COLLECTION OF DATA THROUGH QUESTIONNAIRES

This method of data collection is quite popular, particularly in case of big enquiries. It
is being adopted by private individuals, research workers, private and public
organizations and even by governments. In this method a questionnaire is sent
(usually by post) to the persons concerned with a request to answer the questions and
return the questionnaire. A questionnaire consists of a number of questions printed or
typed in a definite order on a form or set of forms. The questionnaire is mailed to
respondents who are expected to read and understand the questions and write down
the reply in the space meant for the purpose in the questionnaire itself. The
respondents have to answer the questions on their own.
The method of collecting data by mailing the questionnaires to respondents is most
extensively employed in various economic and business surveys. The merits claimed
on behalf of this method are as follows:

1. There is low cost even when the universe is large and is widely spread
geographically.

2. It is free from the bias of the interviewer; answers are in respondents’ own
words.
3. Respondents have adequate time to give well thought out answers.

4. Respondents, who are not easily approachable, can also be reached


conveniently.

5. Large samples can be made use of and thus the results can be made more
dependable and reliable.

The main demerits of this system can also be listed here:

1. Low rate of return of the duly filled in questionnaires; bias due to no-response
is often indeterminate.

2. It can be used only when respondents are educated and cooperating.

3. The control over questionnaire may be lost once it is sent.

4. There is inbuilt inflexibility because of the difficulty of amending the approach


once questionnaires have been despatched.

5. There is also the possibility of ambiguous replies or omission of replies


altogether to certain questions; interpretation of omissions is difficult.

6. It is difficult to know whether willing respondents are truly representative.

7. This method is likely to be the slowest of all.

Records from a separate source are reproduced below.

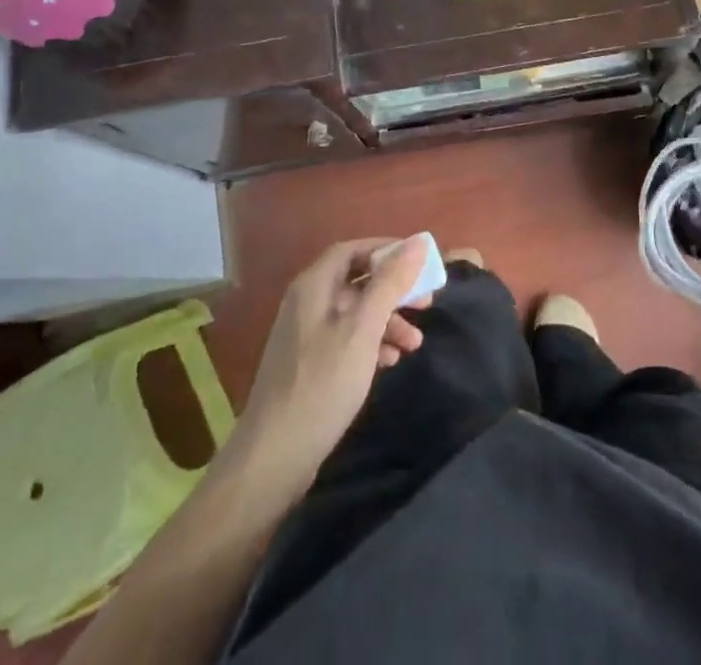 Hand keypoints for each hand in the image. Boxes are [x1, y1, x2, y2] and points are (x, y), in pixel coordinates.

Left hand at [233, 235, 431, 482]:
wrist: (274, 457)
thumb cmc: (322, 385)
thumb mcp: (363, 330)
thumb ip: (390, 284)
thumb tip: (418, 242)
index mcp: (314, 286)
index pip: (353, 250)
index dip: (386, 250)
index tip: (419, 262)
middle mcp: (307, 302)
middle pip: (356, 281)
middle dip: (393, 289)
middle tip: (426, 303)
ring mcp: (306, 335)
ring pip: (355, 312)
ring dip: (387, 321)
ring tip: (415, 343)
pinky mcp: (309, 365)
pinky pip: (347, 339)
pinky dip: (371, 343)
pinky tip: (390, 361) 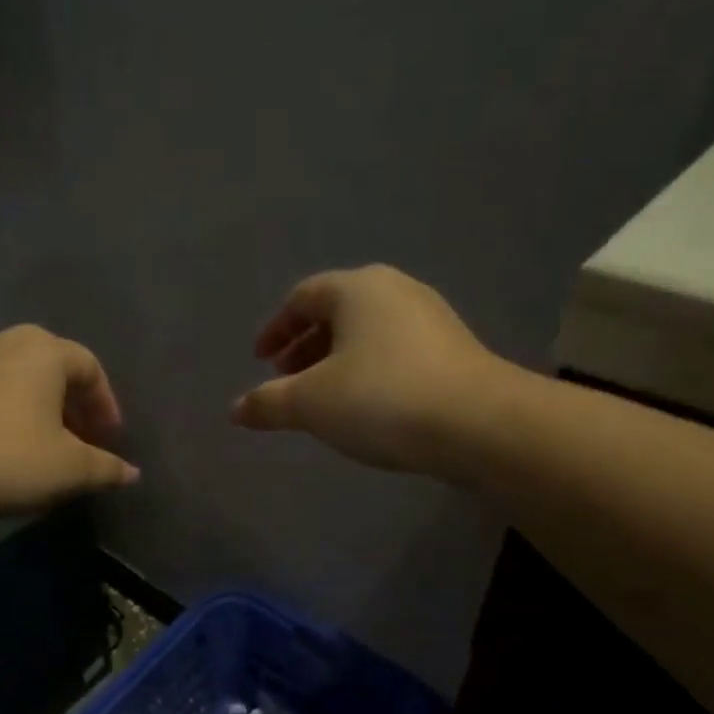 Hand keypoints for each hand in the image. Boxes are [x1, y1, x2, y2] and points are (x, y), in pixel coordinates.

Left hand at [0, 325, 138, 516]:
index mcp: (45, 351)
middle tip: (81, 438)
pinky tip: (5, 444)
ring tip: (44, 444)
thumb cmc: (8, 459)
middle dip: (73, 403)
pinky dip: (8, 410)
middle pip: (54, 366)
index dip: (106, 404)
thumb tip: (132, 473)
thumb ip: (107, 468)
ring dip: (40, 406)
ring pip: (19, 376)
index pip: (90, 368)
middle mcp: (7, 341)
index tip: (109, 439)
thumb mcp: (70, 469)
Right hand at [232, 265, 504, 474]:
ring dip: (336, 361)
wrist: (478, 424)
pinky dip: (368, 371)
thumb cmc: (382, 399)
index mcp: (357, 289)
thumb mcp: (311, 403)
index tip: (261, 360)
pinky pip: (395, 351)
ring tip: (322, 399)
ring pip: (367, 333)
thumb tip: (236, 410)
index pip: (303, 298)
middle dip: (305, 347)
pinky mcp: (453, 348)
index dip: (276, 329)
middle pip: (336, 313)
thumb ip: (268, 403)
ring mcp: (430, 317)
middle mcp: (395, 291)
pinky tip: (366, 406)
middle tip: (286, 381)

Before using this method, it is always advisable to conduct ‘pilot study’ (Pilot Survey)
for testing the questionnaires. In a big enquiry the significance of pilot survey is felt
very much. Pilot survey is in fact the replica and rehearsal of the main survey. Such a
survey, being conducted by experts, brings to the light the weaknesses (if any) of the
questionnaires and also of the survey techniques. From the experience gained in this
way, improvement can be effected.
Main aspects of a questionnaire: Quite often questionnaire is considered as the heart
of a survey operation. Hence it should be very carefully constructed. If it is not
properly set up, then the survey is bound to fail. This fact requires us to study the
main aspects of a questionnaire viz., the general form, question sequence and question
formulation and wording. Researcher should note the following with regard to these
three main aspects of a questionnaire:
General form: So far as the general form of a questionnaire is concerned, it can either
be structured or unstructured questionnaire. Structured questionnaires are those
questionnaires in which there are definite, concrete and pre-determined questions. The
questions are presented with exactly the same wording and in the same order to all
respondents. Resort is taken to this sort of standardization to ensure that all
respondents reply to the same set of questions. The form of the question may be either
closed (i.e., of the type ‘yes’ or ‘no’) or open (i.e., inviting free response) but should
be stated in advance and not constructed during questioning. Structured questionnaires
may also have fixed alternative questions in which responses of the informants are
limited to the stated alternatives. Thus a highly structured questionnaire is one in
which all questions and answers are specified and comments in the respondent’s own
words are held to the minimum. When these characteristics are not present in a
questionnaire, it can be termed as unstructured or non-structured questionnaire. More
specifically, we can say that in an unstructured questionnaire, the interviewer is
provided with a general guide on the type of information to be obtained, but the exact
question formulation is largely his own responsibility and the replies are to be taken
down in the respondent’s own words to the extent possible; in some situations tape
recorders may be used to achieve this goal.
Structured questionnaires are simple to administer and relatively inexpensive to
analyze. The provision of alternative replies, at times, helps to understand the
meaning of the question clearly. But such questionnaires have limitations too. For
instance, wide range of data and that too in respondent’s own words cannot be
obtained with structured questionnaires. They are usually considered inappropriate in
investigations where the aim happens to be to probe for attitudes and reasons for
certain actions or feelings. They are equally not suitable when a problem is being first
explored and working hypotheses sought. In such situations, unstructured
questionnaires may be used effectively. Then on the basis of the results obtained in
pretest (testing before final use) operations from the use of unstructured
questionnaires, one can construct a structured questionnaire for use in the main study.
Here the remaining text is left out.